- **EXERCISE AIM**
Please return each record exactly as it stands.

- **GIVEN INFORMATION**
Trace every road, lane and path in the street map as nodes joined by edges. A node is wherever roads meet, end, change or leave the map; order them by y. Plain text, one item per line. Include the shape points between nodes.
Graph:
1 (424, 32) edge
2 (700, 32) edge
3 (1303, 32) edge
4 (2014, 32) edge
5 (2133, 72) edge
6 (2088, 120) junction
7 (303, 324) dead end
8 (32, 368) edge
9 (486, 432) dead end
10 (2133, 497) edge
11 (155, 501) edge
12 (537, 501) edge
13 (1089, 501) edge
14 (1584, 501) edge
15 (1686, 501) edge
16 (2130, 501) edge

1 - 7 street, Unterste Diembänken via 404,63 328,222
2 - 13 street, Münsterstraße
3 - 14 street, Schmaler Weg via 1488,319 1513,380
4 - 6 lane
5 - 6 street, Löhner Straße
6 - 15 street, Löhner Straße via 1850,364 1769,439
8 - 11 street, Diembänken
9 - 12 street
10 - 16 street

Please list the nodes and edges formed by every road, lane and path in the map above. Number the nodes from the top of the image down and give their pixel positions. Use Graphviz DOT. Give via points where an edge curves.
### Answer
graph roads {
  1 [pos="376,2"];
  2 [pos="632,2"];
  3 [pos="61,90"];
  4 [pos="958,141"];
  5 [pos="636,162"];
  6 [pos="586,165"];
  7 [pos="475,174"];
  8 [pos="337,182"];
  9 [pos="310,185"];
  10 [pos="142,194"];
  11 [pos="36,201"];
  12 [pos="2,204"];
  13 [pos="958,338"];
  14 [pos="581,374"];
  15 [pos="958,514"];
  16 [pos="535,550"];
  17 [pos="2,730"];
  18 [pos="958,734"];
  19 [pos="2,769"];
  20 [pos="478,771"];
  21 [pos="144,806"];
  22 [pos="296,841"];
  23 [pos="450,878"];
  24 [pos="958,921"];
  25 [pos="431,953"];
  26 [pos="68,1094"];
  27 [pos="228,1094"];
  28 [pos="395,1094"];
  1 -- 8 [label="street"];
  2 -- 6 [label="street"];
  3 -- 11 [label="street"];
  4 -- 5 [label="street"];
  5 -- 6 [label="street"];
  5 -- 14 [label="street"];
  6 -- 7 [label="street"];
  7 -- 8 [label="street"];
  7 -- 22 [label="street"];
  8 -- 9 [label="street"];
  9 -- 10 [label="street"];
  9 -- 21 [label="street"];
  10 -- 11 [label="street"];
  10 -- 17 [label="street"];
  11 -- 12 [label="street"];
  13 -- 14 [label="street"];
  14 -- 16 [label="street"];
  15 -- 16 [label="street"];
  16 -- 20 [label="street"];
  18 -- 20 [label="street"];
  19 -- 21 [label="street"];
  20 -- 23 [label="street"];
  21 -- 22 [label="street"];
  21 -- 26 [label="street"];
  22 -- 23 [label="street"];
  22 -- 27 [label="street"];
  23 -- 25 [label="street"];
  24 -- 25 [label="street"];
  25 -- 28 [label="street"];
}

- **RESPONSE TO THIS TASK**
Trace every road, lane and path in the street map as nodes joined by edges. A node is wherever roads meet, end, change or leave the map; order them by y. Plain text, one item per line. Include the shape points between nodes.
Graph:
1 (424, 32) edge
2 (700, 32) edge
3 (1303, 32) edge
4 (2014, 32) edge
5 (2133, 72) edge
6 (2088, 120) junction
7 (303, 324) dead end
8 (32, 368) edge
9 (486, 432) dead end
10 (2133, 497) edge
11 (155, 501) edge
12 (537, 501) edge
13 (1089, 501) edge
14 (1584, 501) edge
15 (1686, 501) edge
16 (2130, 501) edge

1 - 7 street, Unterste Diembänken via 404,63 328,222
2 - 13 street, Münsterstraße
3 - 14 street, Schmaler Weg via 1488,319 1513,380
4 - 6 lane
5 - 6 street, Löhner Straße
6 - 15 street, Löhner Straße via 1850,364 1769,439
8 - 11 street, Diembänken
9 - 12 street
10 - 16 street

Please list the nodes and edges formed by every road, lane and path in the map above. Number the nodes from the top of the image down and give their pixel positions. Use Graphviz DOT. Give via points where an edge curves.
### Answer
graph roads {
  1 [pos="376,2"];
  2 [pos="632,2"];
  3 [pos="61,90"];
  4 [pos="958,141"];
  5 [pos="636,162"];
  6 [pos="586,165"];
  7 [pos="475,174"];
  8 [pos="337,182"];
  9 [pos="310,185"];
  10 [pos="142,194"];
  11 [pos="36,201"];
  12 [pos="2,204"];
  13 [pos="958,338"];
  14 [pos="581,374"];
  15 [pos="958,514"];
  16 [pos="535,550"];
  17 [pos="2,730"];
  18 [pos="958,734"];
  19 [pos="2,769"];
  20 [pos="478,771"];
  21 [pos="144,806"];
  22 [pos="296,841"];
  23 [pos="450,878"];
  24 [pos="958,921"];
  25 [pos="431,953"];
  26 [pos="68,1094"];
  27 [pos="228,1094"];
  28 [pos="395,1094"];
  1 -- 8 [label="street"];
  2 -- 6 [label="street"];
  3 -- 11 [label="street"];
  4 -- 5 [label="street"];
  5 -- 6 [label="street"];
  5 -- 14 [label="street"];
  6 -- 7 [label="street"];
  7 -- 8 [label="street"];
  7 -- 22 [label="street"];
  8 -- 9 [label="street"];
  9 -- 10 [label="street"];
  9 -- 21 [label="street"];
  10 -- 11 [label="street"];
  10 -- 17 [label="street"];
  11 -- 12 [label="street"];
  13 -- 14 [label="street"];
  14 -- 16 [label="street"];
  15 -- 16 [label="street"];
  16 -- 20 [label="street"];
  18 -- 20 [label="street"];
  19 -- 21 [label="street"];
  20 -- 23 [label="street"];
  21 -- 22 [label="street"];
  21 -- 26 [label="street"];
  22 -- 23 [label="street"];
  22 -- 27 [label="street"];
  23 -- 25 [label="street"];
  24 -- 25 [label="street"];
  25 -- 28 [label="street"];
}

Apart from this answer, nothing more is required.